Working with Dimensions and Hierarchies
This chapter discusses hierarchies and dimensions. These elements are containers for levels but also have their own purposes.
Also see “Accessing the Samples Shown in This Book,” in the first chapter.
Most MDX functions refer directly to levels or to their members. In MDX, however, levels belong to hierarchies, which belong to dimensions. Hierarchies and dimensions provide additional features beyond those provided by levels.
Hierarchies are a natural and convenient way to organize data, particularly in space and time. For example, you can group cities into countries, and countries into regions. In such cases, it is useful to be able to query for the child cities of a given country, or to query for the parent postal region for a given country. A cube defines the hierarchies among the levels, and MDX provides functions that enable you to work with the hierarchy, so that you can write such queries.
In MDX, a dimension contains one or more hierarchies that specify how to categorize the records in a similar manner. There is no formal relationship between two different hierarchies or between the levels of one hierarchy and the levels of another hierarchy. The purpose of a dimension is to define the default behavior of its hierarchies and levels.

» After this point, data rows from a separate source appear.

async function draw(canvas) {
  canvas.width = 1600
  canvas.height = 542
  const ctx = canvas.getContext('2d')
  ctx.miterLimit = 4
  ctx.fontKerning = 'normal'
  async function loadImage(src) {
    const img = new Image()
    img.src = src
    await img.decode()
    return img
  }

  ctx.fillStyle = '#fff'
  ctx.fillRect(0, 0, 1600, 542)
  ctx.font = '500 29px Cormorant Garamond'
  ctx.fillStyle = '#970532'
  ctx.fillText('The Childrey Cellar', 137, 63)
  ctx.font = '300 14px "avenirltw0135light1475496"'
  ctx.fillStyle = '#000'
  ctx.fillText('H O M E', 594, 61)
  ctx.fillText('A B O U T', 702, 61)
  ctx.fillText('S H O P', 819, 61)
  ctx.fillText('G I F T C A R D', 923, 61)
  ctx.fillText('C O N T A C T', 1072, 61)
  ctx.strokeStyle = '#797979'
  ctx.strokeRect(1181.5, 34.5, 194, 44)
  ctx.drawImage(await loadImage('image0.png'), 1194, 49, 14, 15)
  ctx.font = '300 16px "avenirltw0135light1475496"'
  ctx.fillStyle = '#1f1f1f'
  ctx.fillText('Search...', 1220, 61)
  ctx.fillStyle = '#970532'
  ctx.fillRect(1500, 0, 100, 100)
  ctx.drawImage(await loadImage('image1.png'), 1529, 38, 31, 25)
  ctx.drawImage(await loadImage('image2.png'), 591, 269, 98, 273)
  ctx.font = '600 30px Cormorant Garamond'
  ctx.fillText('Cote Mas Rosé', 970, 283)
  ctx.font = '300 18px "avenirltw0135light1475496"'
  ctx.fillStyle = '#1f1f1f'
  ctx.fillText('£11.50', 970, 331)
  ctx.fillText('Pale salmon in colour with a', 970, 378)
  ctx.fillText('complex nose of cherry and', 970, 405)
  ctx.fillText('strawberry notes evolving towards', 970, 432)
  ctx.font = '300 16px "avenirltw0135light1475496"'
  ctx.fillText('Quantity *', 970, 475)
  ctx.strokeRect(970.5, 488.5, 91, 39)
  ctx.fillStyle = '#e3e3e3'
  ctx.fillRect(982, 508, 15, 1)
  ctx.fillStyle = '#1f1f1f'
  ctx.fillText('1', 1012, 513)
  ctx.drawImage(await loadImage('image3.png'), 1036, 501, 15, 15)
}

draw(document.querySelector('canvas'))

All measures belong to a special dimension called Measures. This dimension implicitly includes a single hierarchy that has no name. This hierarchy does not include levels. The members of this hierarchy are the measures.
Other than the Measures dimension, each dimension can also define a special, optional level, which appears in all the hierarchies of that level: the All level. If defined, this level contains one member, the All member, which corresponds to all records in the cube.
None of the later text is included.